Task prompt - When the word "Bittersweet" appears in a line of the data below, list that line.

The data -
========

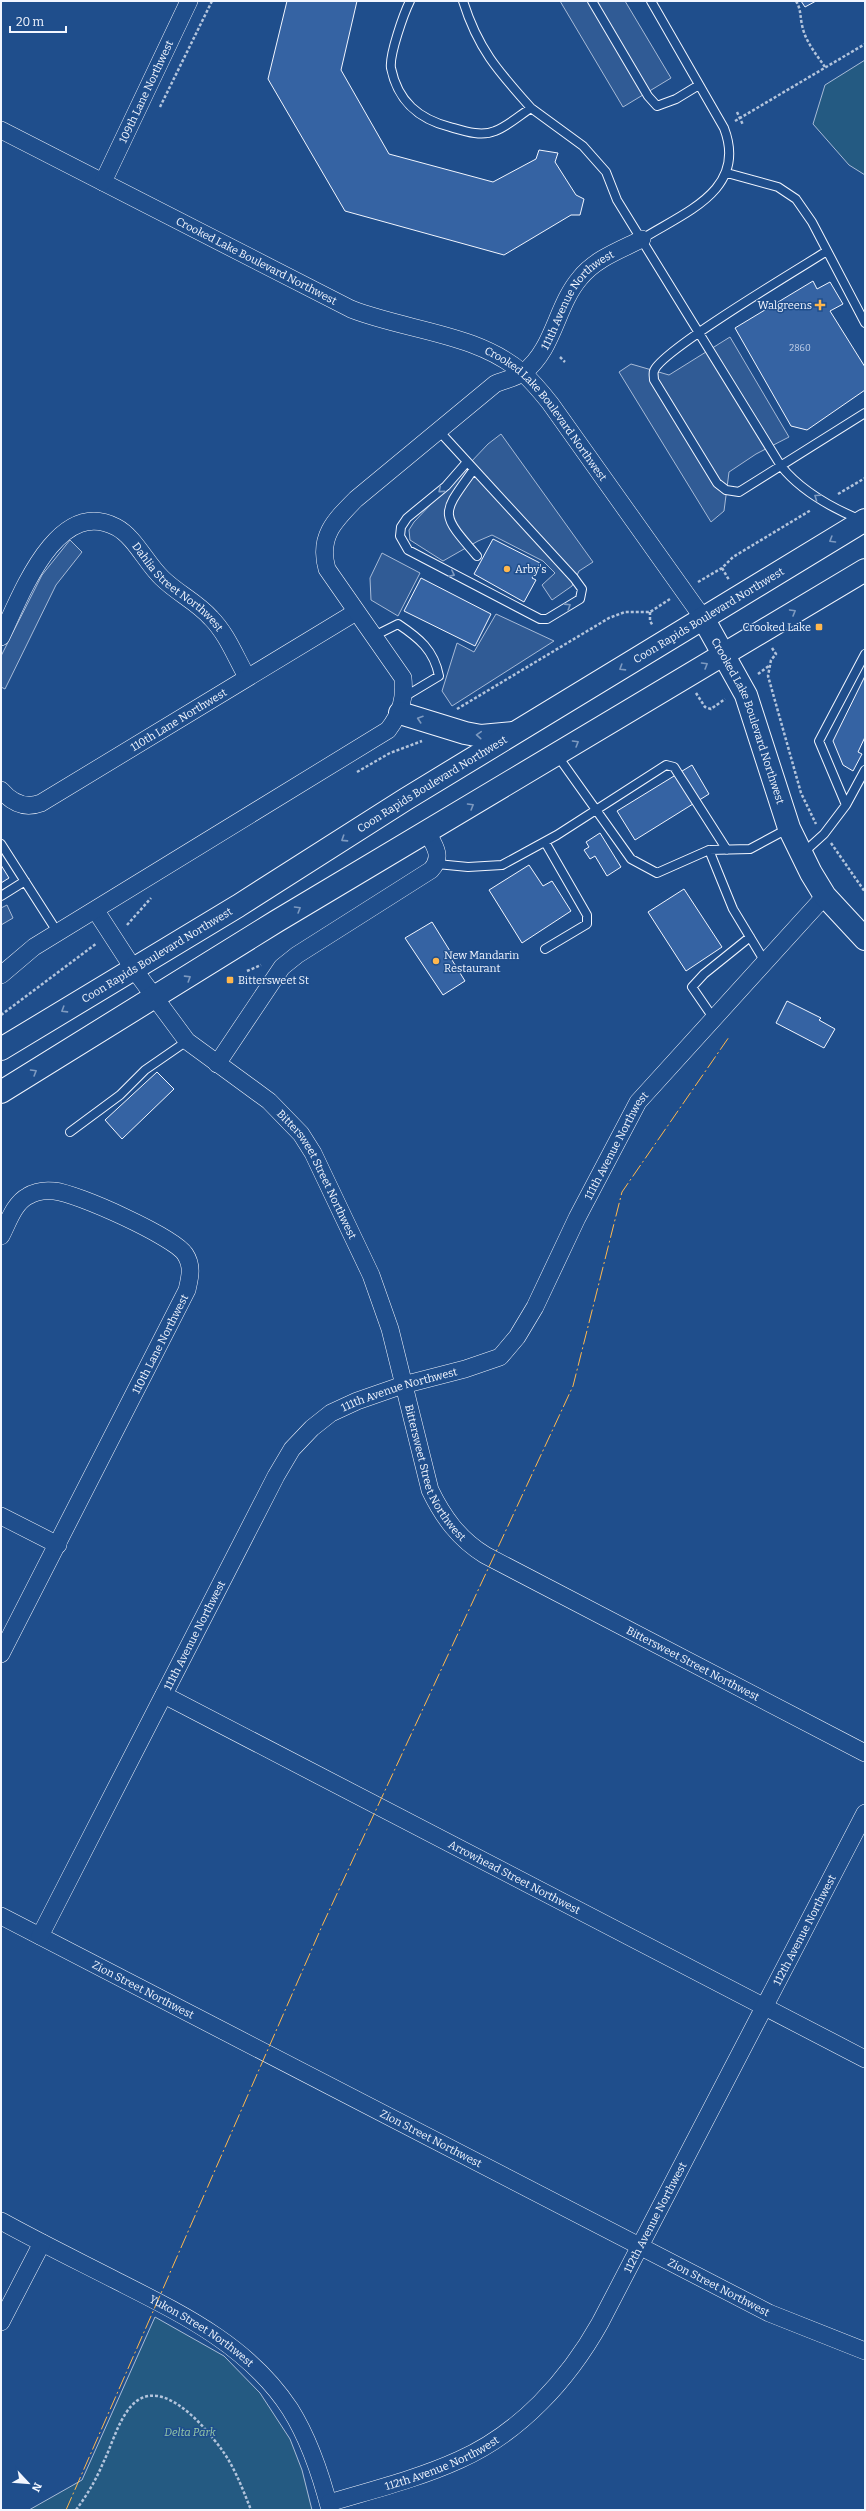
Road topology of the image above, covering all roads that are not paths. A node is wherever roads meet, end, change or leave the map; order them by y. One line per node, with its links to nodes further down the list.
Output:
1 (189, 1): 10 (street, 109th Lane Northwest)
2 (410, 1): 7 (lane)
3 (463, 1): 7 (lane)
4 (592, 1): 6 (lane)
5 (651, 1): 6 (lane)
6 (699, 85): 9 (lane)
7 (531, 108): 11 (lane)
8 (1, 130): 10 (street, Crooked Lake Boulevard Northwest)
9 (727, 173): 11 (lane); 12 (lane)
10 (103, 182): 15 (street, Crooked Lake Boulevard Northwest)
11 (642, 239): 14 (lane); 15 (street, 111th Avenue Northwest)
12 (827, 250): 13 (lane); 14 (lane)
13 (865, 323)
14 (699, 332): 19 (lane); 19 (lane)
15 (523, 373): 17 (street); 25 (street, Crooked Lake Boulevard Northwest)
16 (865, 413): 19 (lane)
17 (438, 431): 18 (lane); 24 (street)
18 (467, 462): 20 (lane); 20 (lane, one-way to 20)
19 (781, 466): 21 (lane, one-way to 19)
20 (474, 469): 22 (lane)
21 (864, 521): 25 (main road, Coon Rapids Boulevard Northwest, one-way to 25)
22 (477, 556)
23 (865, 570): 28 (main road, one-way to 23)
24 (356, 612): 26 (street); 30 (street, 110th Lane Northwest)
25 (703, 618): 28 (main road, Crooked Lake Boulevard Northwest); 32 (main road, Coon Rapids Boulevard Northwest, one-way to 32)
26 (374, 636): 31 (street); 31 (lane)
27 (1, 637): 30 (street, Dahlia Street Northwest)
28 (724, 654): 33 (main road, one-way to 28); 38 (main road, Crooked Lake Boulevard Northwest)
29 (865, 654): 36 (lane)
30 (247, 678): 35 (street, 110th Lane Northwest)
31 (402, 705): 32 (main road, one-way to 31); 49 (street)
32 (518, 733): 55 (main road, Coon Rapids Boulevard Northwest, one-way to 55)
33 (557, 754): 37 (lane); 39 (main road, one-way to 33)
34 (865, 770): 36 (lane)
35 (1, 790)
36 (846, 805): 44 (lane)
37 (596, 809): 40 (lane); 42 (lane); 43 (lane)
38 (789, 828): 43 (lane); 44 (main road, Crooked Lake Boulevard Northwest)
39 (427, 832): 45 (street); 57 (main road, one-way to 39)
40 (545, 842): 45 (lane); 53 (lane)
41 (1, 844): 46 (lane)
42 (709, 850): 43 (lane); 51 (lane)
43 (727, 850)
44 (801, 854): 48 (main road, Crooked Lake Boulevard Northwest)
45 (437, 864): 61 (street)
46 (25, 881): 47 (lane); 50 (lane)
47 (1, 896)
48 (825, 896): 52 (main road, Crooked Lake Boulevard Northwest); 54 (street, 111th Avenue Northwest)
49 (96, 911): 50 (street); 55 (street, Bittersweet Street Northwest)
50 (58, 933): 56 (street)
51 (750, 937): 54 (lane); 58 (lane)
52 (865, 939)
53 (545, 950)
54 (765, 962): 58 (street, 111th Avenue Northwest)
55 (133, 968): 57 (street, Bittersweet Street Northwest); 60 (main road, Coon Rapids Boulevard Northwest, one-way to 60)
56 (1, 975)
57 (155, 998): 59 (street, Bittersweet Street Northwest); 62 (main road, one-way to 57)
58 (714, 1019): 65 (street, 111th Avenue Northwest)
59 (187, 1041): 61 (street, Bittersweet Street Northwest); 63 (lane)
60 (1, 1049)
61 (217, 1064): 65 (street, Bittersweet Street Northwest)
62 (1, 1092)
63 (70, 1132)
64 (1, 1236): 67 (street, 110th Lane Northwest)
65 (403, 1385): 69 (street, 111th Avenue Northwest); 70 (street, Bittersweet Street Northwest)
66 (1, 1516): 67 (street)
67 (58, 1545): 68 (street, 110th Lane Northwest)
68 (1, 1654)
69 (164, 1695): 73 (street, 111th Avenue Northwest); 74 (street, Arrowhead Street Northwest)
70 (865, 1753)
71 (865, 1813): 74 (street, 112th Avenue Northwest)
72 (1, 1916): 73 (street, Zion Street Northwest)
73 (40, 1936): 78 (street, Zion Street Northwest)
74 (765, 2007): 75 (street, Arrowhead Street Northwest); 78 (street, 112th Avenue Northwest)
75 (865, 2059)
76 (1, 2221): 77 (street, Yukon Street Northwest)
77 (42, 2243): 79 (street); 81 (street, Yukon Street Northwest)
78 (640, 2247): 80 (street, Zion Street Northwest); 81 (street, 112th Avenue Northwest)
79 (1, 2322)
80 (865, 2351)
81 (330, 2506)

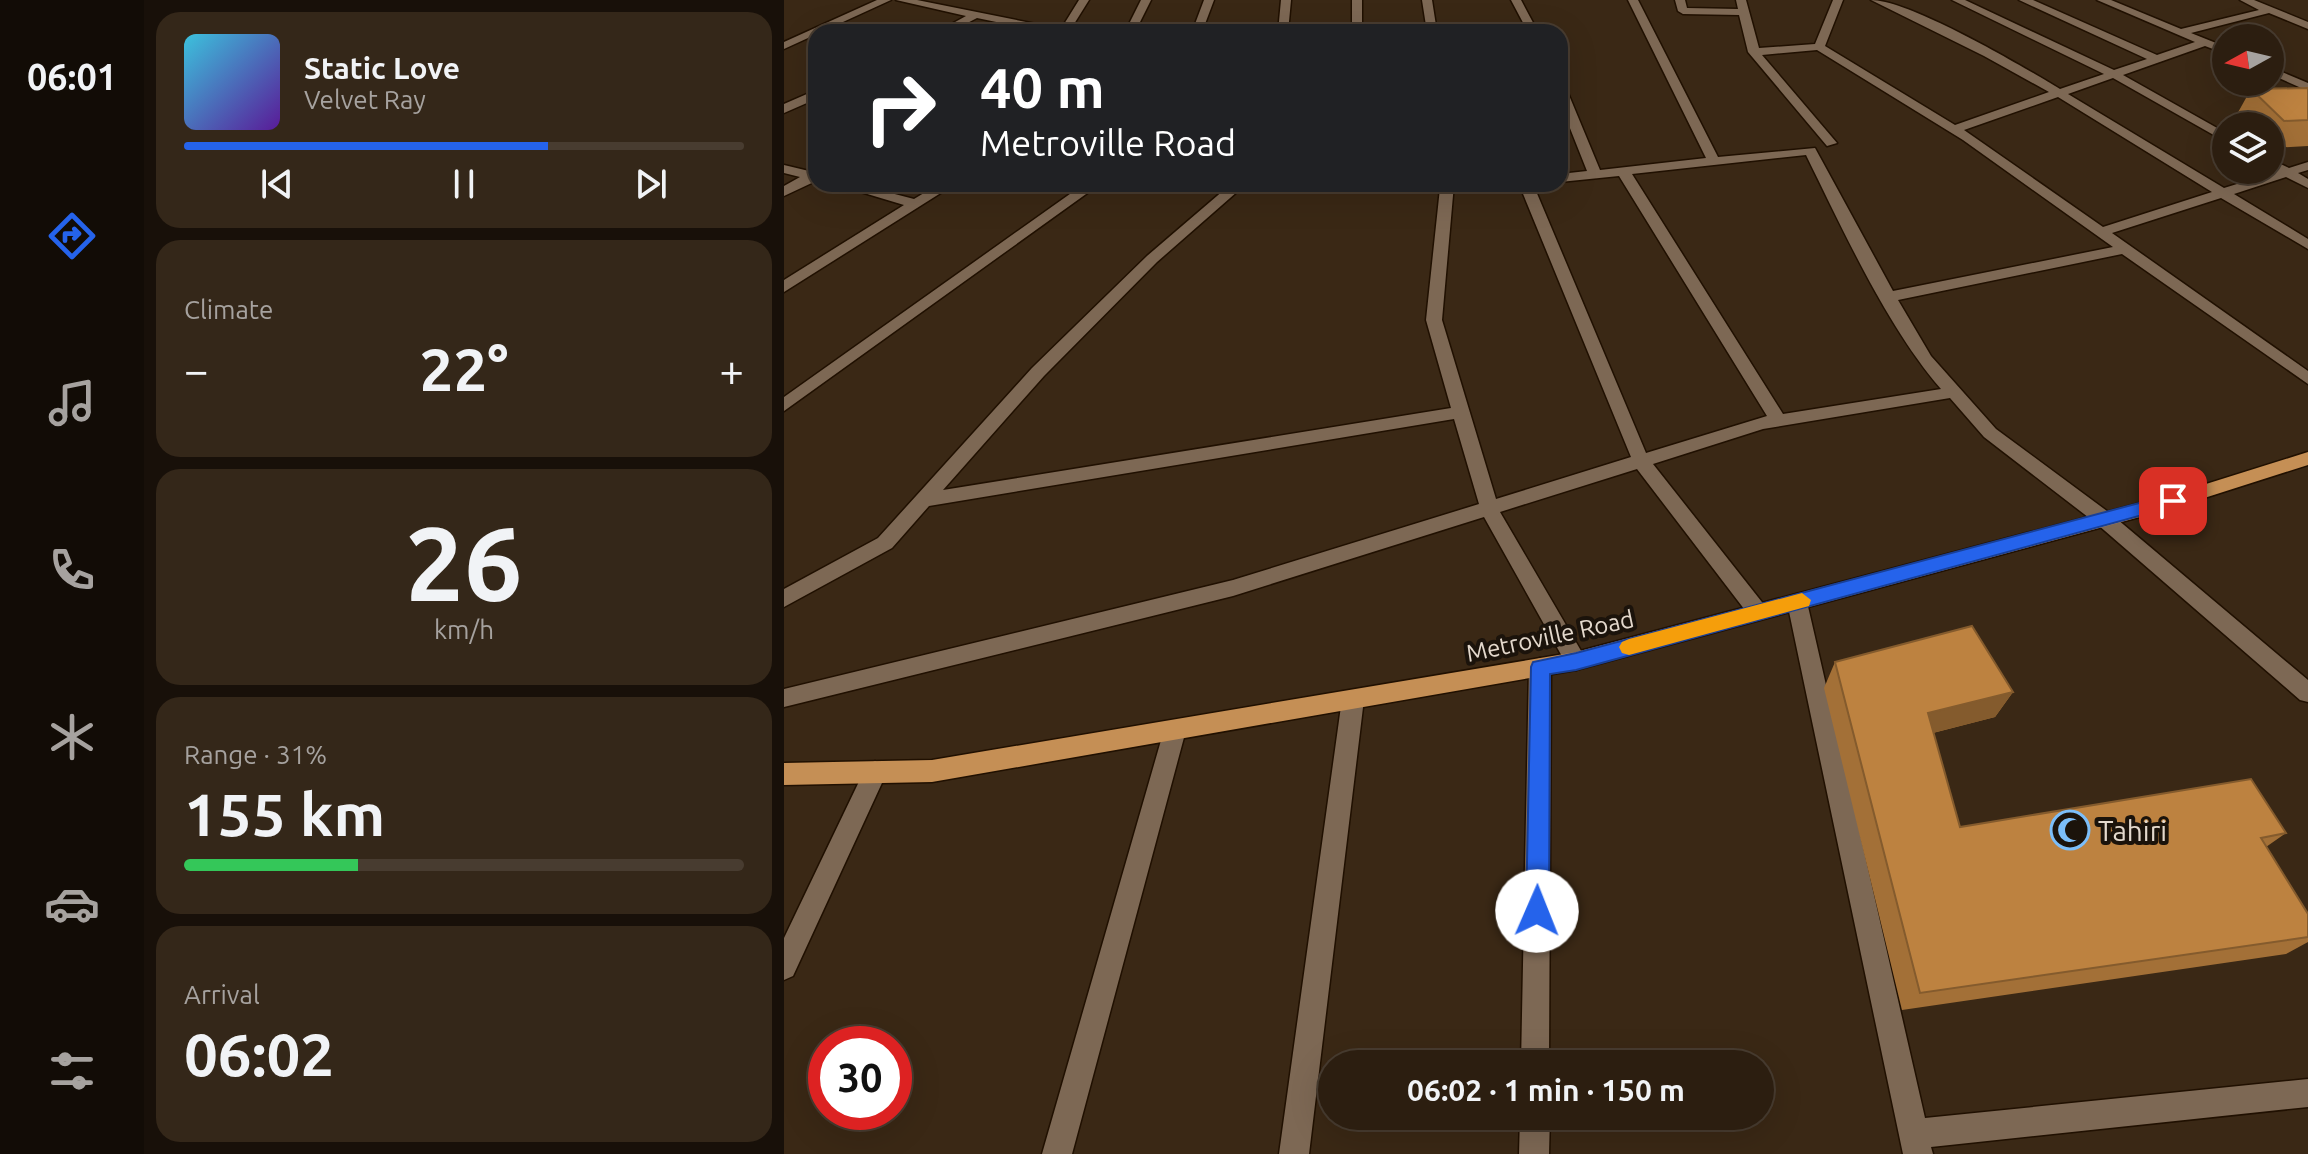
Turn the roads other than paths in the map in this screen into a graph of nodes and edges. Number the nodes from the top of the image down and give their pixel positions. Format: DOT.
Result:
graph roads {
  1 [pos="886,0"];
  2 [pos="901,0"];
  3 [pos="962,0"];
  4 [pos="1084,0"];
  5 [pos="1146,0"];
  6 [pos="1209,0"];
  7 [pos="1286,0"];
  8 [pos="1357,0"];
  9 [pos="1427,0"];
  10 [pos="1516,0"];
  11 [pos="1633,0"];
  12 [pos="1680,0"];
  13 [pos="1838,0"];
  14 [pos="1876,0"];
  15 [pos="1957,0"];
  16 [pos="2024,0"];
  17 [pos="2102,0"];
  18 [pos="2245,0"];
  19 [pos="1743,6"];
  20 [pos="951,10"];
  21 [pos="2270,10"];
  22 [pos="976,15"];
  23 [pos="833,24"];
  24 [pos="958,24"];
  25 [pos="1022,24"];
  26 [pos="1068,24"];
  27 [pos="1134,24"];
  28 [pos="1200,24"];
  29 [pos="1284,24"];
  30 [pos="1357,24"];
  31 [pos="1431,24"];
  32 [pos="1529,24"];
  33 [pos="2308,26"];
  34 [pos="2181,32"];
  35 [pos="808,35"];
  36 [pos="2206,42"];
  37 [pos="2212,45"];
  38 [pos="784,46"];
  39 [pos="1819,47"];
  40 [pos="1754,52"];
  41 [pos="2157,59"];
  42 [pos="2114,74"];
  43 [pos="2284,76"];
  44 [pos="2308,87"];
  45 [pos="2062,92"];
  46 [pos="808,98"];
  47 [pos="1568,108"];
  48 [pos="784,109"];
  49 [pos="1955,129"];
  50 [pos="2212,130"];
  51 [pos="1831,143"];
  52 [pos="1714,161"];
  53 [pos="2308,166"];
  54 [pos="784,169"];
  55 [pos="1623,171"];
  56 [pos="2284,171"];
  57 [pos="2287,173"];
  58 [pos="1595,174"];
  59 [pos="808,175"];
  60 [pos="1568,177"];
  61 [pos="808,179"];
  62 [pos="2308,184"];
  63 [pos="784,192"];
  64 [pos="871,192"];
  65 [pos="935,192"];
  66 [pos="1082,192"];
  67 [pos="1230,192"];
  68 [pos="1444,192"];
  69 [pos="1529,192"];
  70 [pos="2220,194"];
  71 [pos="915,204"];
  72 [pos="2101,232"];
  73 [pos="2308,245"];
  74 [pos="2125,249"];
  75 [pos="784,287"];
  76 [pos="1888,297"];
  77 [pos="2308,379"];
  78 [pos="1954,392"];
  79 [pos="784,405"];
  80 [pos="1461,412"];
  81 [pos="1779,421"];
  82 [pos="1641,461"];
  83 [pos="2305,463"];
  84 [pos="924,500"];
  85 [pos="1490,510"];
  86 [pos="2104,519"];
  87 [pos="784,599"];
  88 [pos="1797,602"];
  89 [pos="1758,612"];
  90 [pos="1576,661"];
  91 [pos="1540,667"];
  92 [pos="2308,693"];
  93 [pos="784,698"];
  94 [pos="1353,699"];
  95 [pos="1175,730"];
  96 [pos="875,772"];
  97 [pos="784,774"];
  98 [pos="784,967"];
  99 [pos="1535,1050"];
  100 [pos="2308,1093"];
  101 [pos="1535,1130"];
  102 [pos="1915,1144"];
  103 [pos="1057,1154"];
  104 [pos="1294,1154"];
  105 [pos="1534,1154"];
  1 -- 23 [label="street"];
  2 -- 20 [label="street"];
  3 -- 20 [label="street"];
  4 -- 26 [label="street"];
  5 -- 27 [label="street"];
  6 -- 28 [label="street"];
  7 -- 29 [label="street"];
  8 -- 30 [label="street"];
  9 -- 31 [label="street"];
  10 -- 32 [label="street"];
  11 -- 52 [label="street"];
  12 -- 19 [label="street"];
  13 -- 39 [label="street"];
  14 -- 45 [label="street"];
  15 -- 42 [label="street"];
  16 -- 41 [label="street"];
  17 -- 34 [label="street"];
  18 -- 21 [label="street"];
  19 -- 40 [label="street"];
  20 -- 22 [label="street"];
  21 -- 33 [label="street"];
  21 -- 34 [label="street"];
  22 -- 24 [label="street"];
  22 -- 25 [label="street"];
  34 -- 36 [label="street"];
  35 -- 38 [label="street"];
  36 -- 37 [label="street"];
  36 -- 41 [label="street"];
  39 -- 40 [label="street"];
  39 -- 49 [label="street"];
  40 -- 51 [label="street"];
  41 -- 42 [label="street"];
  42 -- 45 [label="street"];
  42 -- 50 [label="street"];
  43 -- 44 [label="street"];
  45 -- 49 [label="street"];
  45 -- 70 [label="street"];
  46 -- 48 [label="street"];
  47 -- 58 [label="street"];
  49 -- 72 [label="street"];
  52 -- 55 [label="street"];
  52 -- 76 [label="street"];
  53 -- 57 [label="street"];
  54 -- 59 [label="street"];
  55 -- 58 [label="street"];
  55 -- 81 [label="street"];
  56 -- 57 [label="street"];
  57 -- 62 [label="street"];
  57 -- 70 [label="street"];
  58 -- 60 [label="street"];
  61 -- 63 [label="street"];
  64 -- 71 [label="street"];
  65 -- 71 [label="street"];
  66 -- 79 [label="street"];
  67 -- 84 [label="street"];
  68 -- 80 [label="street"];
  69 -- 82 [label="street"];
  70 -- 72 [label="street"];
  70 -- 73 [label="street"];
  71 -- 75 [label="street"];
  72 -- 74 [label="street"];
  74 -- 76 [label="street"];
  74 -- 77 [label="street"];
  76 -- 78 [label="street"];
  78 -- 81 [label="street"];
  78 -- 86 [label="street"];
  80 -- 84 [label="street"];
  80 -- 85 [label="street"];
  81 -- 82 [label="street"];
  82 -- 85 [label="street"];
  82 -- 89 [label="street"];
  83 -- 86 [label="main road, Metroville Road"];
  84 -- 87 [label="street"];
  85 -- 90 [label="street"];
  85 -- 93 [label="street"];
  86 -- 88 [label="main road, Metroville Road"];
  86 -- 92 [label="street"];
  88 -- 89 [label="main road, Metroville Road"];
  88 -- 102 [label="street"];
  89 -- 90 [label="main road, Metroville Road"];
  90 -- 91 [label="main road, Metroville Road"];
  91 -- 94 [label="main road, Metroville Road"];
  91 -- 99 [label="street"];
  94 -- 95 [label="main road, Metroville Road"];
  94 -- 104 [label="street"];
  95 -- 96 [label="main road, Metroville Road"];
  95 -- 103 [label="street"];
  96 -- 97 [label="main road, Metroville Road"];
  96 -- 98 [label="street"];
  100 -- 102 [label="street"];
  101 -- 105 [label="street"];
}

========

Answer below -
49 (96, 911): 50 (street); 55 (street, Bittersweet Street Northwest)
55 (133, 968): 57 (street, Bittersweet Street Northwest); 60 (main road, Coon Rapids Boulevard Northwest, one-way to 60)
57 (155, 998): 59 (street, Bittersweet Street Northwest); 62 (main road, one-way to 57)
59 (187, 1041): 61 (street, Bittersweet Street Northwest); 63 (lane)
61 (217, 1064): 65 (street, Bittersweet Street Northwest)
65 (403, 1385): 69 (street, 111th Avenue Northwest); 70 (street, Bittersweet Street Northwest)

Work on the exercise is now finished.